Adversarial Machine Learning (Part 1)— A gentle introduction

Riya Dholakia
Jan 11 · 3 min read

A brief intro on protecting ML algorithms from adversaries.


This series has been broken down into 3 parts:

  1. Introduction to the field of Adversarial Machine learning
  2. Decision Time Attacks and ways to defend them
  3. Poisoning Attacks and ways to defend them

With a growing use of machine learning models in various applications there is a parallel increase in their risk from adversary. Thus, there is a demanding need for devising several security strategies to protect the machine learning models from harm. This lays the path for study in the science of adversarial machine learning. Several mechanisms have been proposed to understand the nature of such attacks and provide measures to safeguard against them.

So, what is adversarial Machine Learning?

Adversarial machine learning is a research field that lies at the intersection of machine learning and computer security. It aims to enable the safe adoption of machine learning techniques in adversarial settings, such as spam filtering, malware detection, and biometric recognition. The attackers exploit the vulnerabilities of the machine learning algorithms and models to cause harm. This field aims at understanding these attacks and finding ways by which the machine learning models can be made robust to such attacks.

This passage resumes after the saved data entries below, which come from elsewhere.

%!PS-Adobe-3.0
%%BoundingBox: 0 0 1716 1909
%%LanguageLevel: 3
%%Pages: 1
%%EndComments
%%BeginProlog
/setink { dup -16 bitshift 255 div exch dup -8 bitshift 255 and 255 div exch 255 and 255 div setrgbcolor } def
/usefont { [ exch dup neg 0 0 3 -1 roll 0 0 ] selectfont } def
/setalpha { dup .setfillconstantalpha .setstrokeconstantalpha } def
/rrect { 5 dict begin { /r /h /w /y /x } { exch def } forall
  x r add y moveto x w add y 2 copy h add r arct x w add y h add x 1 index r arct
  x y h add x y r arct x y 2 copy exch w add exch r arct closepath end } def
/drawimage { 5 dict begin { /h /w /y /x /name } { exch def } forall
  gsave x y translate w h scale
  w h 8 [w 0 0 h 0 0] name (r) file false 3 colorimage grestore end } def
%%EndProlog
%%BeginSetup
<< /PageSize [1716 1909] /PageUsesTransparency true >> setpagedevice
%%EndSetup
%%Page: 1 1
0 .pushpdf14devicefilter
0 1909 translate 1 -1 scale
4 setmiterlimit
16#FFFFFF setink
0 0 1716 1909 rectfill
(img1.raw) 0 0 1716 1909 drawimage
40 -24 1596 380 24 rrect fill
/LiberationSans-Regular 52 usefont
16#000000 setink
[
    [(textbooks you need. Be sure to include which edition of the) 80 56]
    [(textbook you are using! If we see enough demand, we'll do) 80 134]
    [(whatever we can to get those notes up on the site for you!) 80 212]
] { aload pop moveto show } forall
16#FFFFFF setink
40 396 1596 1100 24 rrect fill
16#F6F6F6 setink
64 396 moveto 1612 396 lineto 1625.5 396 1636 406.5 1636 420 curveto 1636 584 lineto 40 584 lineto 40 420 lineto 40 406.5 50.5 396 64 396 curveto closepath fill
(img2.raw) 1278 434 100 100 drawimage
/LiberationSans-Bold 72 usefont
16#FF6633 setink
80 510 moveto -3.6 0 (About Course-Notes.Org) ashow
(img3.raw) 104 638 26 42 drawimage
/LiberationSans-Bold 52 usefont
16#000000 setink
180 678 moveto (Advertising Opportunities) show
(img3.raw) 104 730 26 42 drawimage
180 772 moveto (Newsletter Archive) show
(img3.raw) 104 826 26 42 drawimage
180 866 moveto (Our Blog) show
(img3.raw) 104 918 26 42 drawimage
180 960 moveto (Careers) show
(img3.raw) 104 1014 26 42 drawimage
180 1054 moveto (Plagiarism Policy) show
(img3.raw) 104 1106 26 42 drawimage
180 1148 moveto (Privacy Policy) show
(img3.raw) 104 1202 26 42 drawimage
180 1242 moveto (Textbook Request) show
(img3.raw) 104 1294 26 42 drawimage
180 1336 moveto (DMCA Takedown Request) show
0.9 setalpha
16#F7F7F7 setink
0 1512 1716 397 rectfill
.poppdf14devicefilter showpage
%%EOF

With oncoming of newer and newer technology and new resources there is increasing need for security as well and the trend now is to cause attacks in buzzing field of machine learning. The attackers now are finding newer and newer ways to attack the machine learning models in order to render them useless or for their personal motive of evading an attack.

Not taking care of protecting the Machine Learning algorithms could have disastrous effects in real-time applications.Take the case of self-driving car [1]. Fig.1.1 is what the car is supposed to do when it sees the signal. Fig. 1.2 shows what happens when the adversary adds noise to the image which could prove to be fatal.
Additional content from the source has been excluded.